Foi o padre Gilberto [na foto à esquerda] quem iniciou, logo que nomeado, em abril de 2008, os primeiros movimentos no sentido de reformar a igreja Santo Antoninho. Em 2009, porém, ele descobriu, “por acaso”, já que nunca houve notificação oficial a respeito, que o conjunto arquitetônico integrado por ela – incluía o imóvel onde funcionou a Academia Ribeirãopretana de Letras Jurídicas (incendiado em 7 de setembro de 2019 e demolido em 2022); e o Mosteirinho (antigo alojamento de monges) – estava tombado provisoriamente pelo Conselho de Preservação do Patrimônio Cultural (Conppac). Por isso, qualquer obra no local passou a demandar autorização prévia do órgão.

Começou ali o que o padre chama de um “calvário de 15 anos de idas e vindas, reuniões intermináveis, quando não desmarcadas, visitas dos membros do Conppac e de secretárias de Cultura” à igreja, que nunca resultaram em autorizações para as obras necessárias. O descaso teria se arrastado por várias gestões do Conppac e inúmeros projetos de restauração apresentados sem sucesso, até o advogado Lucas Gabriel Pereira assumir a presidência do órgão, em 2022. De acordo com Romero e padre Kasper, o novo presidente passou a dar mais atenção ao grupo que luta pela igreja.
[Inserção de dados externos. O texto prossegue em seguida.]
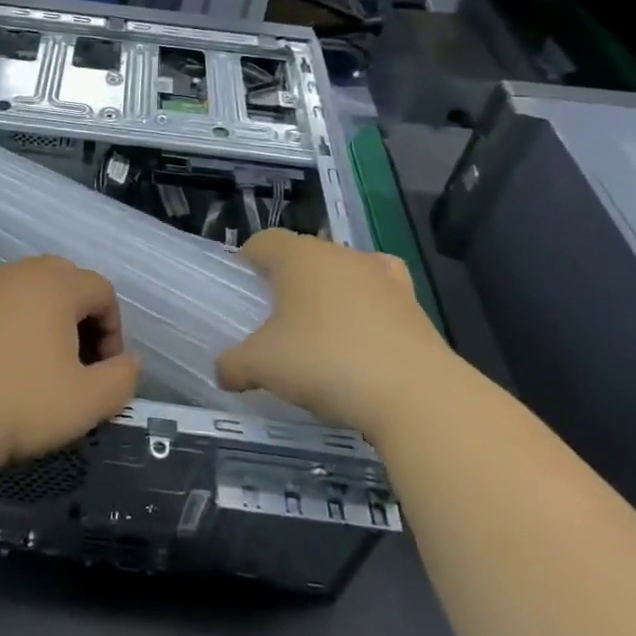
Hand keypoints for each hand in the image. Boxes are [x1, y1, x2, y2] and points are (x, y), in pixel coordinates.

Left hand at [0, 256, 140, 473]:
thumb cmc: (14, 405)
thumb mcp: (85, 404)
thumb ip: (122, 380)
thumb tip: (129, 362)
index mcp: (54, 285)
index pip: (101, 290)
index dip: (113, 330)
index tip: (102, 371)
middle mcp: (14, 272)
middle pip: (61, 282)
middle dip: (76, 319)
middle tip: (71, 364)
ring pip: (19, 291)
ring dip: (35, 321)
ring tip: (27, 367)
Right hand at [216, 229, 451, 428]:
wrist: (414, 393)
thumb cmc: (323, 361)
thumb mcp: (262, 366)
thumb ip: (233, 365)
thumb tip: (222, 372)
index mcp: (298, 256)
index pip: (264, 241)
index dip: (247, 261)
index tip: (241, 290)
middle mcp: (340, 254)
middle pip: (304, 254)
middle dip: (287, 280)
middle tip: (274, 318)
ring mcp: (381, 276)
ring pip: (342, 272)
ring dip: (328, 292)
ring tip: (319, 331)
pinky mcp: (412, 304)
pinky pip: (379, 294)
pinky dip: (367, 308)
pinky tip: (362, 336)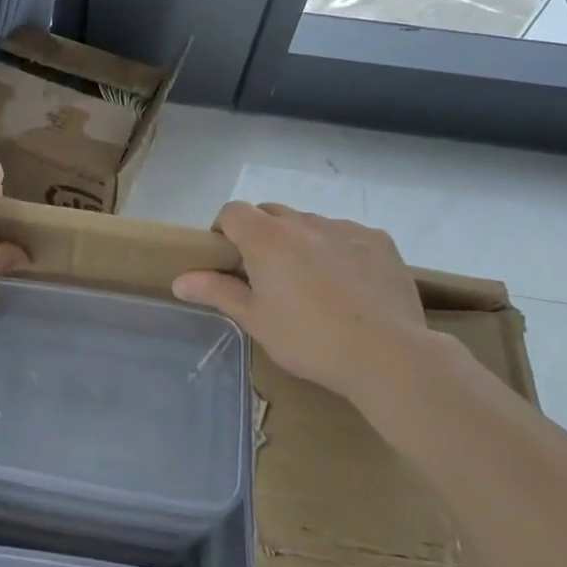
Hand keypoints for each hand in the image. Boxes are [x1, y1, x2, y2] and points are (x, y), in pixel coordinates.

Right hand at [173, 202, 443, 400]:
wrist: (387, 354)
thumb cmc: (309, 340)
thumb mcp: (255, 320)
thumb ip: (217, 292)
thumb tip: (179, 280)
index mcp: (266, 238)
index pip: (232, 211)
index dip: (225, 230)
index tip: (229, 260)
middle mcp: (303, 223)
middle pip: (271, 213)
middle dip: (262, 235)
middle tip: (268, 276)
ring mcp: (344, 228)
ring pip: (310, 224)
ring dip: (301, 242)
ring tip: (313, 284)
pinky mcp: (378, 241)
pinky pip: (347, 235)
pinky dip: (339, 250)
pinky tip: (350, 286)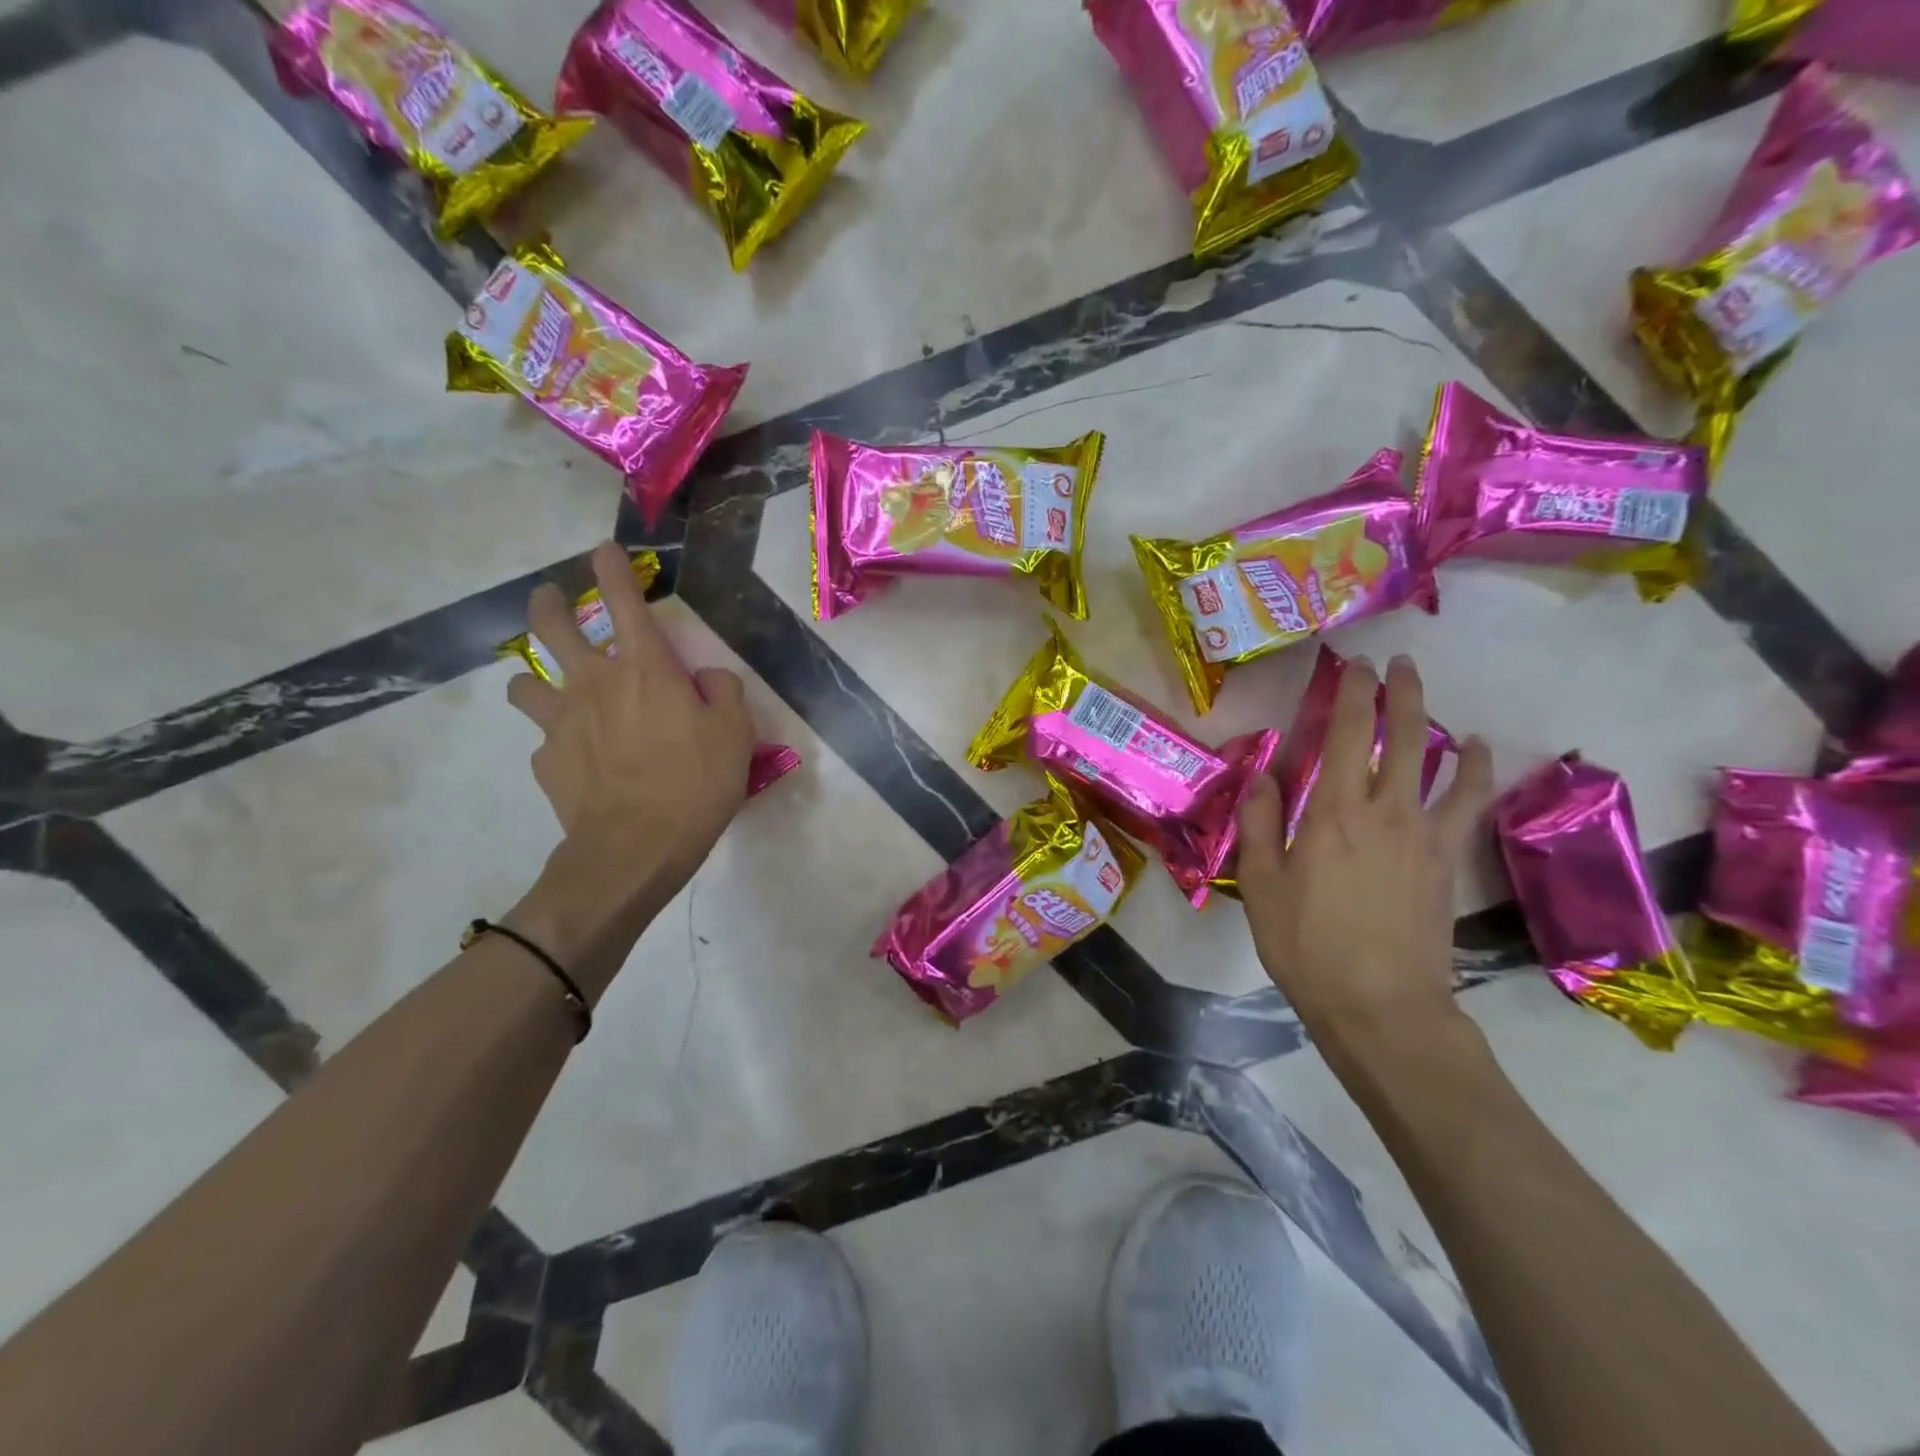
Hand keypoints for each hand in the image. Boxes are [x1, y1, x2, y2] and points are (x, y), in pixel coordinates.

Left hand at [505, 543, 754, 958]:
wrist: (636, 847)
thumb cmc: (696, 784)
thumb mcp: (736, 735)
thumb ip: (723, 694)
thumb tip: (706, 680)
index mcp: (645, 670)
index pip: (624, 602)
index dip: (612, 569)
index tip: (603, 549)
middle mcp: (595, 684)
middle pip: (551, 627)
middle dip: (547, 603)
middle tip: (549, 597)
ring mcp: (562, 722)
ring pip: (526, 681)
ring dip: (535, 677)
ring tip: (547, 688)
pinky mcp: (546, 761)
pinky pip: (545, 740)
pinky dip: (558, 741)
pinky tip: (577, 761)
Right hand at [1236, 655, 1492, 1059]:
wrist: (1380, 1005)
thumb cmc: (1306, 944)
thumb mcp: (1261, 884)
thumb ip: (1260, 822)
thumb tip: (1261, 774)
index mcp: (1333, 812)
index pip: (1348, 734)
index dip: (1352, 692)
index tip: (1355, 663)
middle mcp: (1385, 811)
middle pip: (1402, 736)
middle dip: (1400, 692)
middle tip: (1398, 663)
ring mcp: (1425, 835)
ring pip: (1440, 762)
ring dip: (1436, 722)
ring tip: (1430, 698)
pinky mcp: (1448, 861)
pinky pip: (1468, 804)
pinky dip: (1473, 772)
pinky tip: (1473, 757)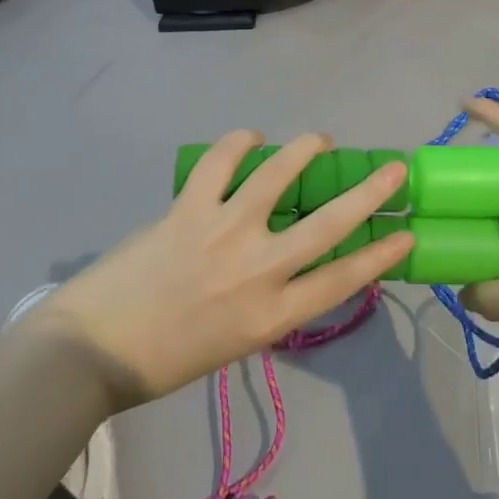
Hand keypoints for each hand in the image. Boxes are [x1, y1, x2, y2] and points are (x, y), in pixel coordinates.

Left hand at [21, 133, 413, 411]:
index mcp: (270, 315)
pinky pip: (221, 162)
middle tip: (395, 170)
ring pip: (278, 176)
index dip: (379, 255)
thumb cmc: (164, 360)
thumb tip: (284, 265)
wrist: (92, 352)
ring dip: (306, 150)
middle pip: (328, 224)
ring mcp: (223, 232)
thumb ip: (266, 303)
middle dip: (370, 194)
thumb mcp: (234, 343)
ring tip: (321, 140)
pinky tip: (251, 138)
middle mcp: (257, 270)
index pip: (341, 279)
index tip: (406, 233)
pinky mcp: (189, 209)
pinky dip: (239, 144)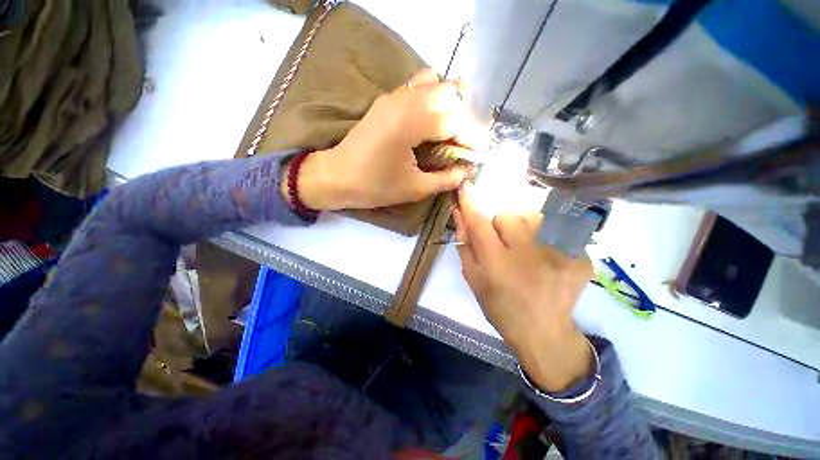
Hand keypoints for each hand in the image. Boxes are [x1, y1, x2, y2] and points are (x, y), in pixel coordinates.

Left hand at [284, 69, 484, 210]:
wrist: (337, 176)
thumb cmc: (375, 186)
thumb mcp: (414, 188)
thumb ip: (446, 179)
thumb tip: (467, 171)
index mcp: (411, 125)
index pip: (454, 120)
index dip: (471, 137)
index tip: (480, 152)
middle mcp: (404, 101)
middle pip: (449, 92)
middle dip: (464, 116)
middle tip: (464, 141)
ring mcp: (393, 96)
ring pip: (434, 82)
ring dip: (449, 103)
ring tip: (451, 129)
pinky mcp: (387, 99)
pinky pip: (417, 85)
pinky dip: (432, 97)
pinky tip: (431, 120)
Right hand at [453, 182, 593, 391]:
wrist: (544, 331)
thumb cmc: (500, 307)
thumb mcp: (474, 279)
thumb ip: (465, 245)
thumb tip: (459, 214)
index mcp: (497, 263)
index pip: (479, 222)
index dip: (470, 202)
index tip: (465, 185)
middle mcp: (528, 253)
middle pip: (507, 215)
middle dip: (499, 226)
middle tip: (503, 247)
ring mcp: (558, 252)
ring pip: (531, 216)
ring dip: (522, 227)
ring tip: (525, 249)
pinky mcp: (580, 254)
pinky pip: (555, 227)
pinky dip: (546, 235)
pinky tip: (546, 255)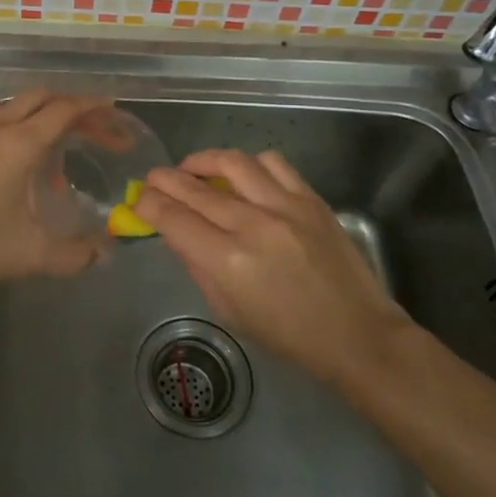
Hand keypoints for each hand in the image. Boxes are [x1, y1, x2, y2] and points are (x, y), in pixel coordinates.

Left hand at [0, 91, 108, 300]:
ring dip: (47, 120)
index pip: (64, 110)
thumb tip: (104, 254)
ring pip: (18, 110)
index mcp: (19, 145)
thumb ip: (74, 255)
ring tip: (65, 158)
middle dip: (74, 108)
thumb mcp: (29, 255)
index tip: (117, 113)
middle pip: (42, 98)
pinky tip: (27, 173)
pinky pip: (1, 125)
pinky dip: (24, 132)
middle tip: (98, 131)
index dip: (94, 109)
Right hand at [136, 149, 409, 386]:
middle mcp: (252, 225)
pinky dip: (250, 165)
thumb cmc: (287, 335)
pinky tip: (243, 176)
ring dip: (204, 161)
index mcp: (227, 262)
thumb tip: (177, 232)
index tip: (139, 200)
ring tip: (194, 168)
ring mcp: (285, 207)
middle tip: (153, 179)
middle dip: (165, 179)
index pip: (172, 218)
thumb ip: (198, 266)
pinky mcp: (311, 199)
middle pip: (194, 187)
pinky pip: (273, 163)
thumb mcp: (229, 310)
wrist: (356, 334)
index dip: (148, 204)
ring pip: (232, 162)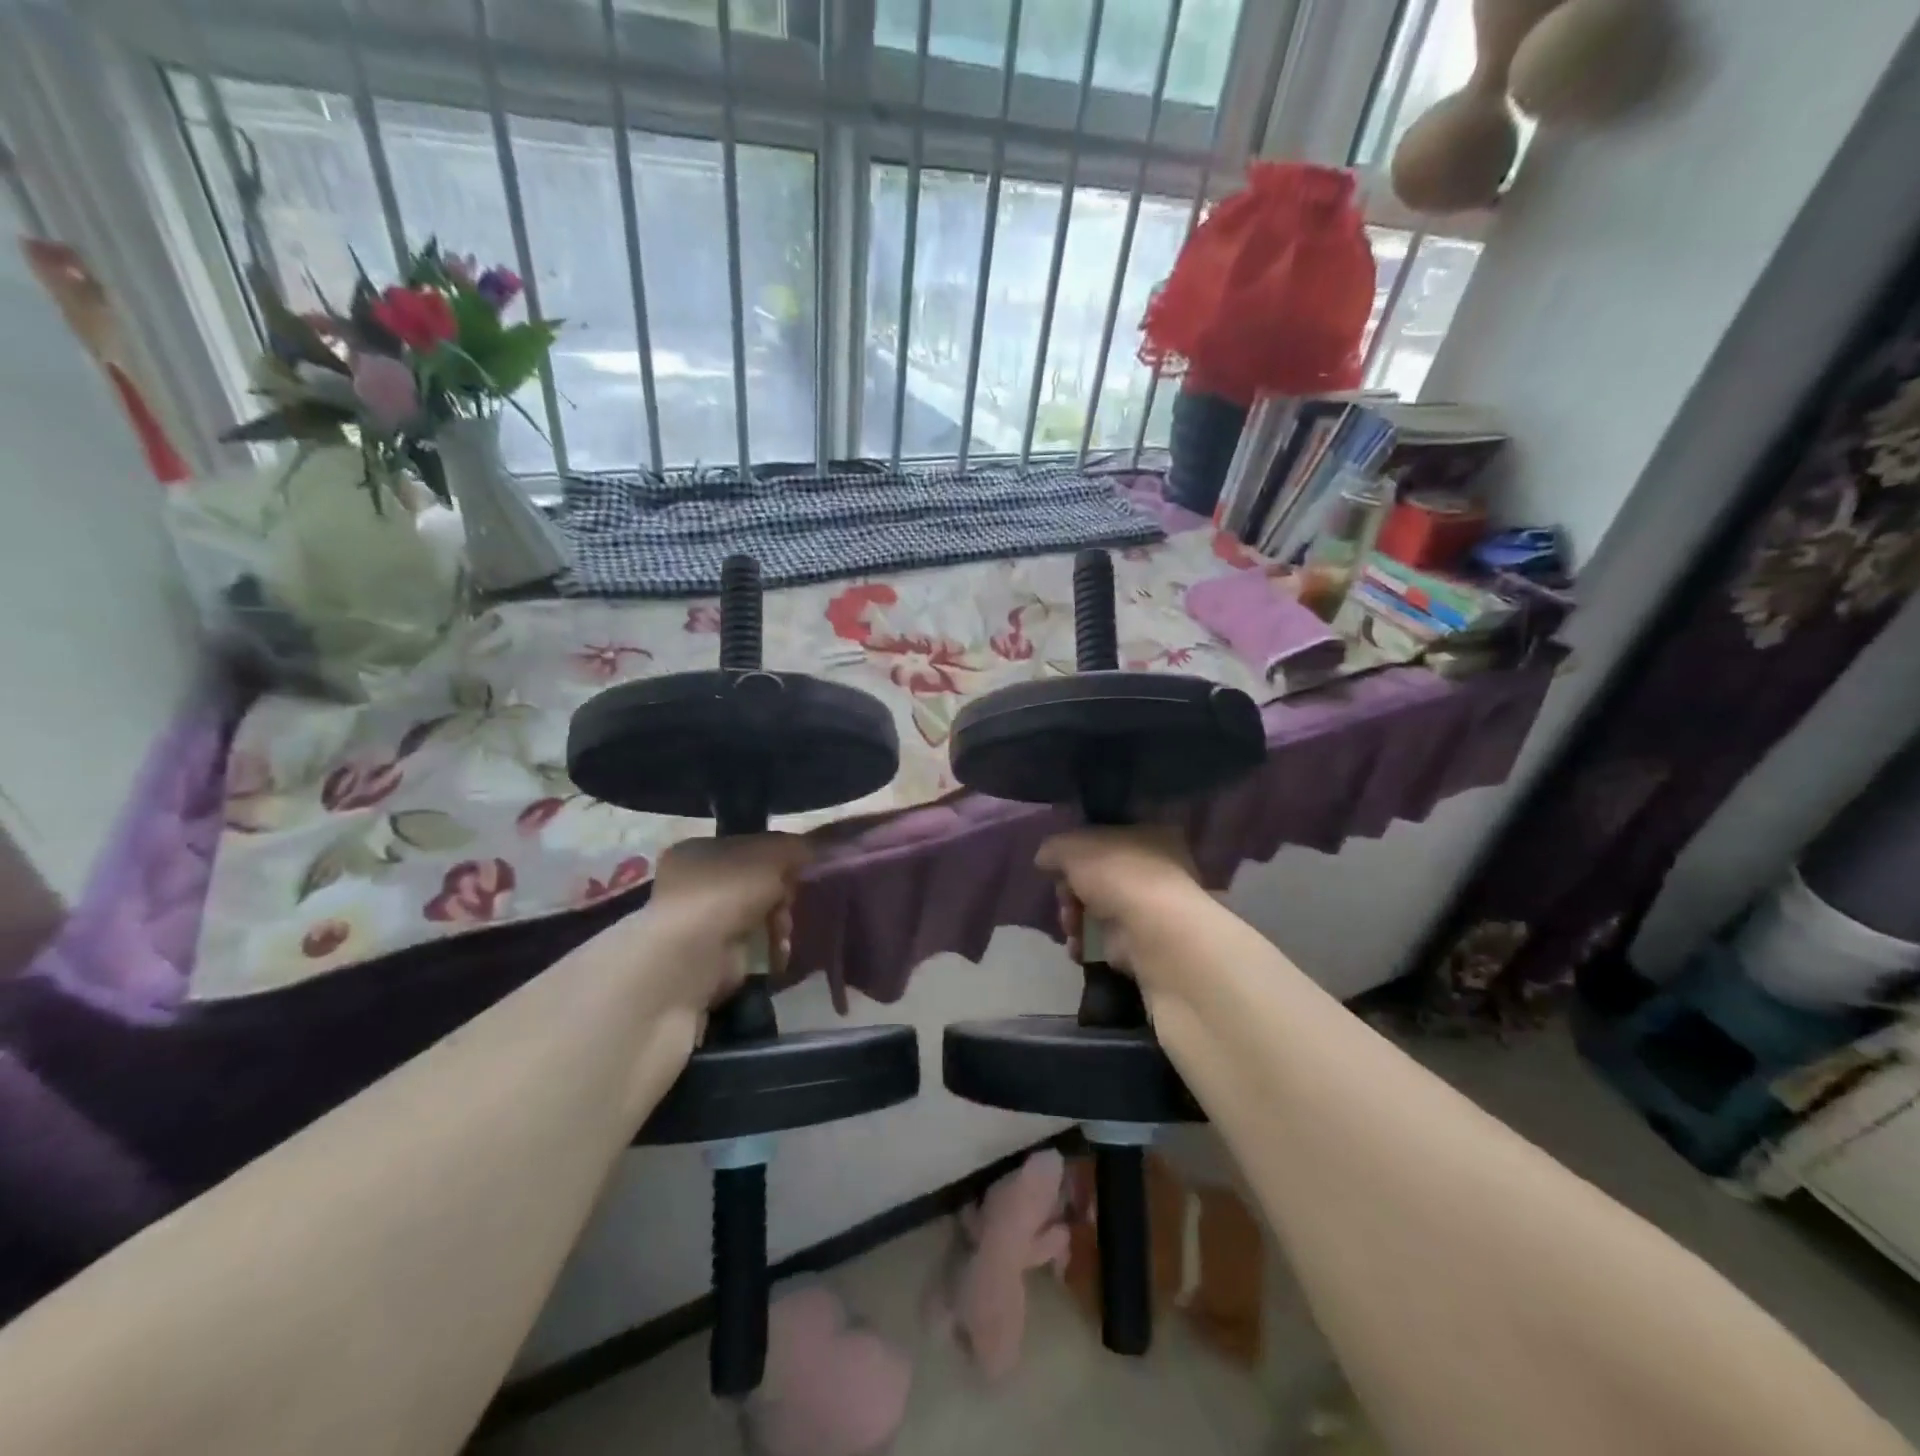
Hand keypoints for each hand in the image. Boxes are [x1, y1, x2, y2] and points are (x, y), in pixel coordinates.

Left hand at [628, 832, 813, 1020]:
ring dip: (779, 921)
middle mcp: (693, 883)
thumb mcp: (771, 854)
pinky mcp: (712, 957)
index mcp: (697, 850)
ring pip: (759, 913)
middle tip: (791, 898)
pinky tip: (777, 951)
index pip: (748, 845)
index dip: (778, 855)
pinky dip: (770, 947)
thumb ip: (797, 846)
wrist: (692, 956)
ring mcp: (700, 923)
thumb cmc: (726, 892)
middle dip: (781, 892)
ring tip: (782, 931)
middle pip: (756, 881)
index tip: (801, 866)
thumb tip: (818, 847)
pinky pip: (754, 944)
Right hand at [1035, 826, 1201, 982]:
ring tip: (1070, 928)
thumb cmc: (1117, 875)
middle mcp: (1156, 868)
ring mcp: (1152, 908)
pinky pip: (1107, 939)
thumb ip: (1054, 849)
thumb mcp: (1073, 848)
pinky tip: (1078, 948)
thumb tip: (1044, 858)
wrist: (1153, 932)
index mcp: (1148, 835)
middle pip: (1098, 877)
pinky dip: (1088, 943)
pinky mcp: (1146, 942)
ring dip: (1075, 918)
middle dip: (1072, 891)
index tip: (1058, 867)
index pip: (1105, 839)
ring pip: (1100, 909)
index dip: (1076, 853)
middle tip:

Só no final de 2023 Lucas autorizou três, dentre as várias obras de reforma e restauração de que a igreja necessita, segundo conclusões do Laudo Técnico de Patologia e Recuperação Estrutural da Edificação, elaborado ao longo de três anos por Romero, com ajuda dos também engenheiros Marcelo Medeiros de Souza e Marcos Mazer e do arquiteto Anderson Abe (responsável pelo projeto de restauração).

De 2022, o laudo concluiu que a construção reúne todos os tipos de manifestações patológicas que podem existir em uma construção – trincas, fissuras, infiltrações e danos por umidade excessiva na estrutura, recalques de fundação, bolor, corrosão das armaduras, desagregação, vesículas e empolamentos na pintura, ausência de vergas e contravergas –, mas o Conppac só autorizou as seguintes intervenções: reforço estrutural das duas colunas que separam o Presbitério da Nave Central, pesando dez toneladas cada uma, feito pelo engenheiro Darci Donizeth Faustino, da Base Fundações; construção de rampa de acessibilidade com um segundo portão de entrada e corrimão, para facilitar o acesso de fiéis com dificuldades físicas; e remoção de infiltrações com mofos e pintura provisória da sacristia. A próxima será o conserto completo do telhado, que também foi autorizado e já tem verba reservada.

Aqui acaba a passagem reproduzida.